Search the material below for the string "Kator" and copy each line where it appears.

"""

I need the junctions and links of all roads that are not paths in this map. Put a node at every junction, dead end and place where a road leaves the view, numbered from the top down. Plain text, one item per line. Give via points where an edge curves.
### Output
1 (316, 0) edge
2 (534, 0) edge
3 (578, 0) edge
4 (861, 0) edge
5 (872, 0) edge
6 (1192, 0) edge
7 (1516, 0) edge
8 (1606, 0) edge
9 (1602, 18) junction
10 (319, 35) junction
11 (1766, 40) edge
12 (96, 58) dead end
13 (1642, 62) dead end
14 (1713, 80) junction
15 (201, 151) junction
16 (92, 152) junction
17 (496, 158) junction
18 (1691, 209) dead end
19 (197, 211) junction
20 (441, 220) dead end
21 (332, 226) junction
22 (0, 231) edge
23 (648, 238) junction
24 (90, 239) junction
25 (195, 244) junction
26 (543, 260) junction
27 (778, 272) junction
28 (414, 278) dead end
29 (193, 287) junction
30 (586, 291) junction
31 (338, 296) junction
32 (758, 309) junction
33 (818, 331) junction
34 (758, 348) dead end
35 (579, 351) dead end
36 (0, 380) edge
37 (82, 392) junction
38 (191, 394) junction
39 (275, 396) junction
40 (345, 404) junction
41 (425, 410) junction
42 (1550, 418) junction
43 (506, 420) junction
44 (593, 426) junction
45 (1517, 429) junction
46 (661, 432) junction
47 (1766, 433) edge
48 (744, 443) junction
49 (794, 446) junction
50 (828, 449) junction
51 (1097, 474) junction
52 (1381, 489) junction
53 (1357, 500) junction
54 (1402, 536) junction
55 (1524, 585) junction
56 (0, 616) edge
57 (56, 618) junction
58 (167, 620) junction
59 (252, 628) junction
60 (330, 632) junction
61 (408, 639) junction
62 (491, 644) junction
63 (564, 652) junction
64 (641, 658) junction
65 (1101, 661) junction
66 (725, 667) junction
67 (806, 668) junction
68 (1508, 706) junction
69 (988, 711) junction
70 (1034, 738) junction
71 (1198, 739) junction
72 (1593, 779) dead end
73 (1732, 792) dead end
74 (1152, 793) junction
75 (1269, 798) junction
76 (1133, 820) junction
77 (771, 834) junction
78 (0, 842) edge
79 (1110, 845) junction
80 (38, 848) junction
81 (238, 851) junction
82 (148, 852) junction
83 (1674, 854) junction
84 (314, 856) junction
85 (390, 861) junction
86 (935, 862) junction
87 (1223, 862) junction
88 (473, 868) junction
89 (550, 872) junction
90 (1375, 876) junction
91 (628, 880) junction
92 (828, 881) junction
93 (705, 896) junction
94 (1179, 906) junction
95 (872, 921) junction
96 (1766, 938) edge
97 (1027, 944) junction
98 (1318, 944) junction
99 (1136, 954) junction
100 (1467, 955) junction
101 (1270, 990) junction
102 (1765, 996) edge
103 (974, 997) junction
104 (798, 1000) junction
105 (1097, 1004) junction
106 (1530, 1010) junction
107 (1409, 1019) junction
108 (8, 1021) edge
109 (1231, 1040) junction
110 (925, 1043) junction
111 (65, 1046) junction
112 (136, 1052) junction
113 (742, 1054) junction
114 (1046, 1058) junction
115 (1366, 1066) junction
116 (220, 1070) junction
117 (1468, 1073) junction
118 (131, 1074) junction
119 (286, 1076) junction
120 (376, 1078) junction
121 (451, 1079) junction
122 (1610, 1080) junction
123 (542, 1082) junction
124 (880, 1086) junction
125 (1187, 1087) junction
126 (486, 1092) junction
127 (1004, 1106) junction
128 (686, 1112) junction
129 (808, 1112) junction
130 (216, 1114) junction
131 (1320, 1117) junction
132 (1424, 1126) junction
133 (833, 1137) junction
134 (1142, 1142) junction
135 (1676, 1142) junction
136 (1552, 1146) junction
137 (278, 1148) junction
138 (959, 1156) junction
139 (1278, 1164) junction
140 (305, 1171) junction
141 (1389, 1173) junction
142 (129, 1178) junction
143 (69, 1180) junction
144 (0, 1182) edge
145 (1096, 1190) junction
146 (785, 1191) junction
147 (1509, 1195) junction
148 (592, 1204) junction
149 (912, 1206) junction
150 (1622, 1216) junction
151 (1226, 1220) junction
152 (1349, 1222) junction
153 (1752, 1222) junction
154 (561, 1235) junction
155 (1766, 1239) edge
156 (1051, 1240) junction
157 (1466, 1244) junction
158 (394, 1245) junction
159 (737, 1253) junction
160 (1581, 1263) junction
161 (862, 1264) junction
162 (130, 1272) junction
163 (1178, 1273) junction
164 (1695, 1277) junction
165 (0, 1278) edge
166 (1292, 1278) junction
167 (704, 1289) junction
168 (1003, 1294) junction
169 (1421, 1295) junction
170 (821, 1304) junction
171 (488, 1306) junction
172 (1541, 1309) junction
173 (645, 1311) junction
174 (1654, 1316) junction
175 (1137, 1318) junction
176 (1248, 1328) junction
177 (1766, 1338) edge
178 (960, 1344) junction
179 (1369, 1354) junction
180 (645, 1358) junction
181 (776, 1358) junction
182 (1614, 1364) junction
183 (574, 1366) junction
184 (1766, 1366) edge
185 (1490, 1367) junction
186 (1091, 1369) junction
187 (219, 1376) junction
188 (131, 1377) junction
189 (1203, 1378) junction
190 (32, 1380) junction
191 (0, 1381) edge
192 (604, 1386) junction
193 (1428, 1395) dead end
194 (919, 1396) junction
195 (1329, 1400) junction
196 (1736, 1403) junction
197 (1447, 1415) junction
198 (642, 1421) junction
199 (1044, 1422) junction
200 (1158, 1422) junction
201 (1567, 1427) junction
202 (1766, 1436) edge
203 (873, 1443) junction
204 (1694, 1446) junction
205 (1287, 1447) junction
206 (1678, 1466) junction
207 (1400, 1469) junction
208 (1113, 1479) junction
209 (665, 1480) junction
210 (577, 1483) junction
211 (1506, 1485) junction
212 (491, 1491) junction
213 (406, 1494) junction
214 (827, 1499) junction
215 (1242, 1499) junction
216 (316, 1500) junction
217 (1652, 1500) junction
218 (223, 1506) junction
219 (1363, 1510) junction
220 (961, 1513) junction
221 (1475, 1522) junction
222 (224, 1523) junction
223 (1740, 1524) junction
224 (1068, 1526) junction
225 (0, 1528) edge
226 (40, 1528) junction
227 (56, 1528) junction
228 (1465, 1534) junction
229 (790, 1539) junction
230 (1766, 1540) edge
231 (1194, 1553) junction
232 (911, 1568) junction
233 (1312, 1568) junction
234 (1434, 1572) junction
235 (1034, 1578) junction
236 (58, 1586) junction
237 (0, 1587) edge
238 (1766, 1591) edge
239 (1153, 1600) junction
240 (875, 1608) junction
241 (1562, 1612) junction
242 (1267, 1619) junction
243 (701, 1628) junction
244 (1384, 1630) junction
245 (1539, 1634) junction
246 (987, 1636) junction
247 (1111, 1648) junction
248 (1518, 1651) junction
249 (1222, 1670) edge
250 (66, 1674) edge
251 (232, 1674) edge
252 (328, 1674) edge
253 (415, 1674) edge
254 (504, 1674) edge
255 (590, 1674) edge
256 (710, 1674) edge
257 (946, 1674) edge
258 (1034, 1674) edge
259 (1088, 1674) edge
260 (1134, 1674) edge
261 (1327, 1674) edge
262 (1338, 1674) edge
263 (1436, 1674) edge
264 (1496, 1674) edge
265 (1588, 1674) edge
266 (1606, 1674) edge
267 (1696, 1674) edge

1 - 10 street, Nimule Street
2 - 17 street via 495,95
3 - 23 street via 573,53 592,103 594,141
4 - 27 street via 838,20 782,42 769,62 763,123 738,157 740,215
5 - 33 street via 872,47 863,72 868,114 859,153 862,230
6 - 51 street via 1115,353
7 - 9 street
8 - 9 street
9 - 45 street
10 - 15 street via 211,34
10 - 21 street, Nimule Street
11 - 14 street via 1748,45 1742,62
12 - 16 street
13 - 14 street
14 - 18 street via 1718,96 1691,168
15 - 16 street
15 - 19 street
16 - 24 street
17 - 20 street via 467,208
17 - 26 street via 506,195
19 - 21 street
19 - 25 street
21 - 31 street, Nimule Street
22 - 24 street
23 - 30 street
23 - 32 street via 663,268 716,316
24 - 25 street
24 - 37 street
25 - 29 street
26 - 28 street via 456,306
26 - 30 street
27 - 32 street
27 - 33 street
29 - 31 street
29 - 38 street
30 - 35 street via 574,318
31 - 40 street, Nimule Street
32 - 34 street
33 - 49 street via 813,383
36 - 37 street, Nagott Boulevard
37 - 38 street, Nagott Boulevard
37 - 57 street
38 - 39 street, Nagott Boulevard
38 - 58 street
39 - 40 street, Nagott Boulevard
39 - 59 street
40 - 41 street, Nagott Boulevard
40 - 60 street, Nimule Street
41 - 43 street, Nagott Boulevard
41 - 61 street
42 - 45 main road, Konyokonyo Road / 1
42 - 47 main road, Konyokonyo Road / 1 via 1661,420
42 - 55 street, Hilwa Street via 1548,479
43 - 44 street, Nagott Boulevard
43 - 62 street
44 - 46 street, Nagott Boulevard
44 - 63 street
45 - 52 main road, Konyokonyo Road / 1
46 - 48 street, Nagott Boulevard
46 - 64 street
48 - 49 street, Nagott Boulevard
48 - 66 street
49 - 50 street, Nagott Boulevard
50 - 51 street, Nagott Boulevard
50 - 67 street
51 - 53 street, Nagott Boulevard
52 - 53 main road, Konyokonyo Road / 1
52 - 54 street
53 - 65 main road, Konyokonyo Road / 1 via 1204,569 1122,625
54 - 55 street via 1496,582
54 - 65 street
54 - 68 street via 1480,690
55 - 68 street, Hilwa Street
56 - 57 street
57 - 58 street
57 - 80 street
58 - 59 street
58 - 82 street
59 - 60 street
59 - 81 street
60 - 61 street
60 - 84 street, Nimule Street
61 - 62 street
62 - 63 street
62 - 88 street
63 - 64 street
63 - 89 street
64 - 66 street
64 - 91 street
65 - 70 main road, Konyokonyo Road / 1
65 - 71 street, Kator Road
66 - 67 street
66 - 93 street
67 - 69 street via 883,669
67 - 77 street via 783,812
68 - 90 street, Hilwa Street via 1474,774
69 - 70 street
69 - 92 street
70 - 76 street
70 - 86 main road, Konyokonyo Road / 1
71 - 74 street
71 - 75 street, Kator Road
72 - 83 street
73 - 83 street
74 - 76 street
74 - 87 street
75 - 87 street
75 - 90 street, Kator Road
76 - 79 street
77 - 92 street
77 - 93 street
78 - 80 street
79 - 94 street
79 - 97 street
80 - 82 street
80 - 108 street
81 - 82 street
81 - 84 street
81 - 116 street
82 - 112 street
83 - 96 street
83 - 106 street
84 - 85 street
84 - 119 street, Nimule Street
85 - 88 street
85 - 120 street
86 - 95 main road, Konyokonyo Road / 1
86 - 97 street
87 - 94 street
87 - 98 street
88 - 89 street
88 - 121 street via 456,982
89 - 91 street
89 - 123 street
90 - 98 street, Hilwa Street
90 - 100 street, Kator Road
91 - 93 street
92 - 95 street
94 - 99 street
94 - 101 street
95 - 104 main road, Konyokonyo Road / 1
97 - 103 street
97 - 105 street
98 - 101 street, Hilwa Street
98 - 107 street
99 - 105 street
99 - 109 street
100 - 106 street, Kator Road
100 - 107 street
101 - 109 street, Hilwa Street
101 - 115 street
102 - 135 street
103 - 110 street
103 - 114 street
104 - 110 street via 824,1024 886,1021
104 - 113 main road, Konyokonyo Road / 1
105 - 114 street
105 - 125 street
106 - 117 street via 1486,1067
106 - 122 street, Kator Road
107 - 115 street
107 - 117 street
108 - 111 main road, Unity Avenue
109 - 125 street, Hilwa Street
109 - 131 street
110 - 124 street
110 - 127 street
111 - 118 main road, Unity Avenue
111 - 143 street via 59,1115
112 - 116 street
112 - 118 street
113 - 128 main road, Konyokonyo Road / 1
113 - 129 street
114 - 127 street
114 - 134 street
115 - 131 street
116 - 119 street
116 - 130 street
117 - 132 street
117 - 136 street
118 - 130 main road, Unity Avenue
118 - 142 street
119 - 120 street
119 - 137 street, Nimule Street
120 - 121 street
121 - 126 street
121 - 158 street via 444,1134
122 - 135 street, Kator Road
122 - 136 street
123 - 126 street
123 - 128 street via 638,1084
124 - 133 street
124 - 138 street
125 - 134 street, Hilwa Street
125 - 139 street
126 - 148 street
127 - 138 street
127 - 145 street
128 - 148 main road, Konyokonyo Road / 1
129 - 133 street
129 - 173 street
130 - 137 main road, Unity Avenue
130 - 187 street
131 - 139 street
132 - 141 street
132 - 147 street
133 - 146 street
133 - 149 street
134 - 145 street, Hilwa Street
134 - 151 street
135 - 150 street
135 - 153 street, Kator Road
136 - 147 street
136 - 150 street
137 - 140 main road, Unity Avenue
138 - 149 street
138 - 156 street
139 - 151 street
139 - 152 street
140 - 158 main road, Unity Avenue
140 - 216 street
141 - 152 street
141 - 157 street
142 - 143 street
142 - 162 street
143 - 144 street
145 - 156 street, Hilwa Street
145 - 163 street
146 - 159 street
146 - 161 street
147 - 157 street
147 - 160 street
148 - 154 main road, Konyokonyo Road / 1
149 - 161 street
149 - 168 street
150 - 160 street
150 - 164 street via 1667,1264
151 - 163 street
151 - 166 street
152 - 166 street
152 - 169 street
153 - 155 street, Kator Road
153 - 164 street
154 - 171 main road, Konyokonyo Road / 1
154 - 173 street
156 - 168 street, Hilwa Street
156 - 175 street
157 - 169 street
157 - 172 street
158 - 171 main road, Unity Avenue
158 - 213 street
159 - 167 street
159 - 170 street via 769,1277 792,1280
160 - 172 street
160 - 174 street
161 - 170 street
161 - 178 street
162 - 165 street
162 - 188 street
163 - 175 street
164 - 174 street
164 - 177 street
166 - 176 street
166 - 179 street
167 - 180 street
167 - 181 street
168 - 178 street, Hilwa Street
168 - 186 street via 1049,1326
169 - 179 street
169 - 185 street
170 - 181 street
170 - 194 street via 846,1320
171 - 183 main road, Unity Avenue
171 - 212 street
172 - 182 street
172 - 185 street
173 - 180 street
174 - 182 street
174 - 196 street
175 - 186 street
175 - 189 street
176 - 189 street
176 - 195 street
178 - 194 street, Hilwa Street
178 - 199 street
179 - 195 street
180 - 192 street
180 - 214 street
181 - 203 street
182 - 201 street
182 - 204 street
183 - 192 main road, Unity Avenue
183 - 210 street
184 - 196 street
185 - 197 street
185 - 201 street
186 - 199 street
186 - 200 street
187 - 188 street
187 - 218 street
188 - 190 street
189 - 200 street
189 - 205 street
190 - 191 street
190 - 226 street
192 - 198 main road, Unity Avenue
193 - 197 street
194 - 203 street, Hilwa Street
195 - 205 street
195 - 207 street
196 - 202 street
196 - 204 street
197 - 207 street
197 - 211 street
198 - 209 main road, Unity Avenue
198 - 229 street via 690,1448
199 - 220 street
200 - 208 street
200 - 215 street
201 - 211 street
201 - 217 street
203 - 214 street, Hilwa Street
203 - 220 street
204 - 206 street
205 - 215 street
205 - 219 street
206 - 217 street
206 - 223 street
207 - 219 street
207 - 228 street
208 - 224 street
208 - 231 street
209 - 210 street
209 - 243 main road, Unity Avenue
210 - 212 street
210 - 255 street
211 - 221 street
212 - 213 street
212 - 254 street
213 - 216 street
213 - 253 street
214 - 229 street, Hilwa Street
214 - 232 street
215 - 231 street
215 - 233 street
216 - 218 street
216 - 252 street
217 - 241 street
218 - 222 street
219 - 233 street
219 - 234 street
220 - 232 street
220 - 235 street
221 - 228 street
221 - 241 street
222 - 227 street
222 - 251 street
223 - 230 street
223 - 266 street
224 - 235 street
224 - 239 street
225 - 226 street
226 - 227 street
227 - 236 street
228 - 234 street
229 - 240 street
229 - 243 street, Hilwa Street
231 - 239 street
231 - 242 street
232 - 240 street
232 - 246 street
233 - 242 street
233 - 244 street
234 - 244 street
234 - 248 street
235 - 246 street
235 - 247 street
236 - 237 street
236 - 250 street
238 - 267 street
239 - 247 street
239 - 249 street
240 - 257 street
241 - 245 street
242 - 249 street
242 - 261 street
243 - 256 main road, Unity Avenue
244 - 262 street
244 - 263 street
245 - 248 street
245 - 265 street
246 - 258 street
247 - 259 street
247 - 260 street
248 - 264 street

"""

▸ Answer section:
65 - 71 street, Kator Road
71 - 75 street, Kator Road
75 - 90 street, Kator Road
90 - 100 street, Kator Road
100 - 106 street, Kator Road
106 - 122 street, Kator Road
122 - 135 street, Kator Road
135 - 153 street, Kator Road
153 - 155 street, Kator Road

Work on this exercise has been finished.